Anthony Braxton: Piano Quartet (Yoshi's) 1994 [disc 2]. 1994. Music & Arts.
I have a difficult relationship with this recording. It starts with the fact that it is Anthony Braxton, who is a major figure in my musical world. I regard him as a genius who has possibly ushered in more ideas, music and raw enthusiasm than any other individual in the history of music. It's not exactly a shock that someone as prolific as Braxton would have more than a few recordings that don't exactly support how substantial he is. This is one of those recordings. And yet there are moments of brilliance buried within an otherwise plodding album. Adding complexity to this impression is the outstanding contributions made by the supporting cast in this quartet. Marty Ehrlich is fantastic throughout. Joe Fonda and Arthur Fuller are an outstanding rhythm section. The persistent, nagging issue here is Braxton's pianism. There are moments where the interaction between piano and the other performers is exquisite. But these are trace gems within a bombastic approach to the ivories couched within the language of jazz standards. Without Braxton's accomplishments as a horn player and extraordinary composer this particular collection would not draw attention from these ears for long. There's a fascination with hearing a genius missing the mark completely here.
Anthony Braxton: 9 Compositions (Iridium) 2006 [disc 1]. 2007. Firehouse 12.
Composition No. 350
On the other side of the Anthony Braxton coin, my relationship with this recording is far from difficult.

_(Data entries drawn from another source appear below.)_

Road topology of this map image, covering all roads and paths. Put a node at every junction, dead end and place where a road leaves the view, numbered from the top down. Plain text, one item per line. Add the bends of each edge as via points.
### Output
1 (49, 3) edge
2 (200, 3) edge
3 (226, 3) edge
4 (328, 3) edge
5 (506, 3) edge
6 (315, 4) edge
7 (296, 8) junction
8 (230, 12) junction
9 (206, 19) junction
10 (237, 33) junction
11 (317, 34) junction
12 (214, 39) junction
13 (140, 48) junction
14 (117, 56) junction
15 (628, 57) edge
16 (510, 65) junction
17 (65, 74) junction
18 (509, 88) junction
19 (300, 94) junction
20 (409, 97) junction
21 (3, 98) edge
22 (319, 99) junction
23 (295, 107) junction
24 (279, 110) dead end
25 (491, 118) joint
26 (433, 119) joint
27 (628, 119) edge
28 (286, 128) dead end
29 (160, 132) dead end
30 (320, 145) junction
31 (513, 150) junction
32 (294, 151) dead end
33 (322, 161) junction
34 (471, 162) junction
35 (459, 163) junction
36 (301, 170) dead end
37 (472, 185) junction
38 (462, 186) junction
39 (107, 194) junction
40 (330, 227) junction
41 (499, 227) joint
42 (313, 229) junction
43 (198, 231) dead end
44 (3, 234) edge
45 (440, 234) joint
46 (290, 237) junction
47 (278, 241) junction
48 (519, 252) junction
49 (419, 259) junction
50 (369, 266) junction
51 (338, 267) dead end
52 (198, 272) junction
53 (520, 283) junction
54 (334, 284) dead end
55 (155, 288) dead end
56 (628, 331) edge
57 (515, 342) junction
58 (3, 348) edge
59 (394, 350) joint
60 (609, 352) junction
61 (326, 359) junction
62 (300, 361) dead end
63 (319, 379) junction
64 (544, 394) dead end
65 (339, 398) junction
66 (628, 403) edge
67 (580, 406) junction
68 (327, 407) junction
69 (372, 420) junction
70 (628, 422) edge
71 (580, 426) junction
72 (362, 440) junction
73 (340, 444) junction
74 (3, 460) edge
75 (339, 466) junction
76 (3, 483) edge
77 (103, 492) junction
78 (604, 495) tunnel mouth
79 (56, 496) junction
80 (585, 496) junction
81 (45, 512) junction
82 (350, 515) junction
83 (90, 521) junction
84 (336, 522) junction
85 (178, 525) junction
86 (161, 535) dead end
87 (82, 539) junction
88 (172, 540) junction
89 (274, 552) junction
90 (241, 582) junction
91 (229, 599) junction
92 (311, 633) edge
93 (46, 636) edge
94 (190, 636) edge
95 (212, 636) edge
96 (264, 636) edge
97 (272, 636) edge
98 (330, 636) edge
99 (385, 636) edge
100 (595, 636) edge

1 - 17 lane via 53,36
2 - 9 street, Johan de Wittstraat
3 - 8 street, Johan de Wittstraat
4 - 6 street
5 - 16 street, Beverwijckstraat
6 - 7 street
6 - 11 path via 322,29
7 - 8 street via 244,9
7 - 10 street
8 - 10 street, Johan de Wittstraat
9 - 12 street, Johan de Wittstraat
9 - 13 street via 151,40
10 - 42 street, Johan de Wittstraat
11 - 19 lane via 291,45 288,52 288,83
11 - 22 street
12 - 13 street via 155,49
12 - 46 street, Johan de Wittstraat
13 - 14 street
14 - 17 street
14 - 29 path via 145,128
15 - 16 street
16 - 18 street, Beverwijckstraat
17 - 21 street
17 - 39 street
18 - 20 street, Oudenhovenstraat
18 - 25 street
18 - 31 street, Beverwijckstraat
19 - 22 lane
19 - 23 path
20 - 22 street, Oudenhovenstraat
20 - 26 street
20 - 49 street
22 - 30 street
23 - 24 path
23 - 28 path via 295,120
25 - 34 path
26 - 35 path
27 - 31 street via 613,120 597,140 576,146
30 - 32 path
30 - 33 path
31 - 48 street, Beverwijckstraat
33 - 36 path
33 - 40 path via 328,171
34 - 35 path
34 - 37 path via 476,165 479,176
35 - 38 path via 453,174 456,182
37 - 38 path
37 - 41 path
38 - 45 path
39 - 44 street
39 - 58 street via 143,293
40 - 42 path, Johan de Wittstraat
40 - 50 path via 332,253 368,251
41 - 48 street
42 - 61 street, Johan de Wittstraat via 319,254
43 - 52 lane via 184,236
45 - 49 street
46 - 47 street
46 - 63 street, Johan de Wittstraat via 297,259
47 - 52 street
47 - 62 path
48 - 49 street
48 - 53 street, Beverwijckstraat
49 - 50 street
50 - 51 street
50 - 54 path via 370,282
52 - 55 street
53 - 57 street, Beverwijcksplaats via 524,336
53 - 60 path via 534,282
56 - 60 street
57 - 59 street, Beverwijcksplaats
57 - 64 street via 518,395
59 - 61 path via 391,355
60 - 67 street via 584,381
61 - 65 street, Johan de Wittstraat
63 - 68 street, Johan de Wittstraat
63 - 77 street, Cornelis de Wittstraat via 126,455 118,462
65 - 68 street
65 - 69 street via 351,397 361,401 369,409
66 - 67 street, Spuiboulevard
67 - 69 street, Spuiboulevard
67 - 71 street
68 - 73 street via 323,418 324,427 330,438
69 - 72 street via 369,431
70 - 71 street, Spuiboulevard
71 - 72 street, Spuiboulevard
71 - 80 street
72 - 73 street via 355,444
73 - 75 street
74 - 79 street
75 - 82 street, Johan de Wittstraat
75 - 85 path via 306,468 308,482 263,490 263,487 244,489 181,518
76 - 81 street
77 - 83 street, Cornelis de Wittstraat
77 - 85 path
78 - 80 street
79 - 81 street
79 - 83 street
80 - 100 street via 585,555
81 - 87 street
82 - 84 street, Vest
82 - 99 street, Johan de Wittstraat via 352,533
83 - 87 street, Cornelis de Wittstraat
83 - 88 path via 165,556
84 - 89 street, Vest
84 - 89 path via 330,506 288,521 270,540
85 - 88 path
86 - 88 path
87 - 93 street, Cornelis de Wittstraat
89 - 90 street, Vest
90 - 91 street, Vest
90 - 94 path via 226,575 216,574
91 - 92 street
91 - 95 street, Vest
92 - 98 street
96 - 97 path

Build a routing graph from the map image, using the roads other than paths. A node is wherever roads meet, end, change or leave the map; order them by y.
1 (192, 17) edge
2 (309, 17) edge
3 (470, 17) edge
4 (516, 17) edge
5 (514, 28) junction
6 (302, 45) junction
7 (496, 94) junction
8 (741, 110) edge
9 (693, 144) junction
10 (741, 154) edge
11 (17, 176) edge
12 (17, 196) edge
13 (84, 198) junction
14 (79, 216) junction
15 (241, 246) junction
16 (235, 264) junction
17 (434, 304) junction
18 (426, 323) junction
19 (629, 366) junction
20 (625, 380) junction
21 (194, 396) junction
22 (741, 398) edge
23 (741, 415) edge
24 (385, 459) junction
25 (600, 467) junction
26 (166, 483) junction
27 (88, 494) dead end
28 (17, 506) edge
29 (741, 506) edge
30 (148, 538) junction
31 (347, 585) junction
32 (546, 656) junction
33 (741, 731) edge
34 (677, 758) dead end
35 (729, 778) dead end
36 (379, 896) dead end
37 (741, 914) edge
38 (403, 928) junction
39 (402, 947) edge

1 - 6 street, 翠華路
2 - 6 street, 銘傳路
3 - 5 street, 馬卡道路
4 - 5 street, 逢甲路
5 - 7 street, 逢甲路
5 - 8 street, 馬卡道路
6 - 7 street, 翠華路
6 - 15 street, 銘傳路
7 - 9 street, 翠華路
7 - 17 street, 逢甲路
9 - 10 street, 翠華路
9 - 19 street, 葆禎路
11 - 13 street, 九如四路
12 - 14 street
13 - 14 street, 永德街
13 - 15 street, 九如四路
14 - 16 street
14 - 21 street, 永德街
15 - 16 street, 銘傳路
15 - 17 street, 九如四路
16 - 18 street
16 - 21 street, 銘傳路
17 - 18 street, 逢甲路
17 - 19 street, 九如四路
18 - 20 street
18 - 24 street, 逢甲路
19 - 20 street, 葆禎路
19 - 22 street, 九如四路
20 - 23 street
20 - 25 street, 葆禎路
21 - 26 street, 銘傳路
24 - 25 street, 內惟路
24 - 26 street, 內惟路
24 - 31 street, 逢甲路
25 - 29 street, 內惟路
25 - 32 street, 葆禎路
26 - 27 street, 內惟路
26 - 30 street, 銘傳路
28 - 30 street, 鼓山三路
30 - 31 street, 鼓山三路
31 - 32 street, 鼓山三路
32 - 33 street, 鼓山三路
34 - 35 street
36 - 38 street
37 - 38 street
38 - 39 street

He is again surrounded by outstanding musicians (a good dozen plus one), many of them former students of the master. And here we have a realization of one his own Ghost Trance compositions. This one weaves a material of pulse structures over a 70-minute span, a duration that encourages and trance-like state for the attentive listener and for the improvising musician to work within. The generous expanse leaving room for an unpredictable group sound being shaped in real time by Anthony Braxton at the helm. The result is exquisite. Listening to it is like taking a spectrogram of this relentlessly abstract work and wrapping one's ears in its pulsating shapes. This entire box set is highly recommended as a clear example of Braxton's genius for group improvisation meshed with compositional structure.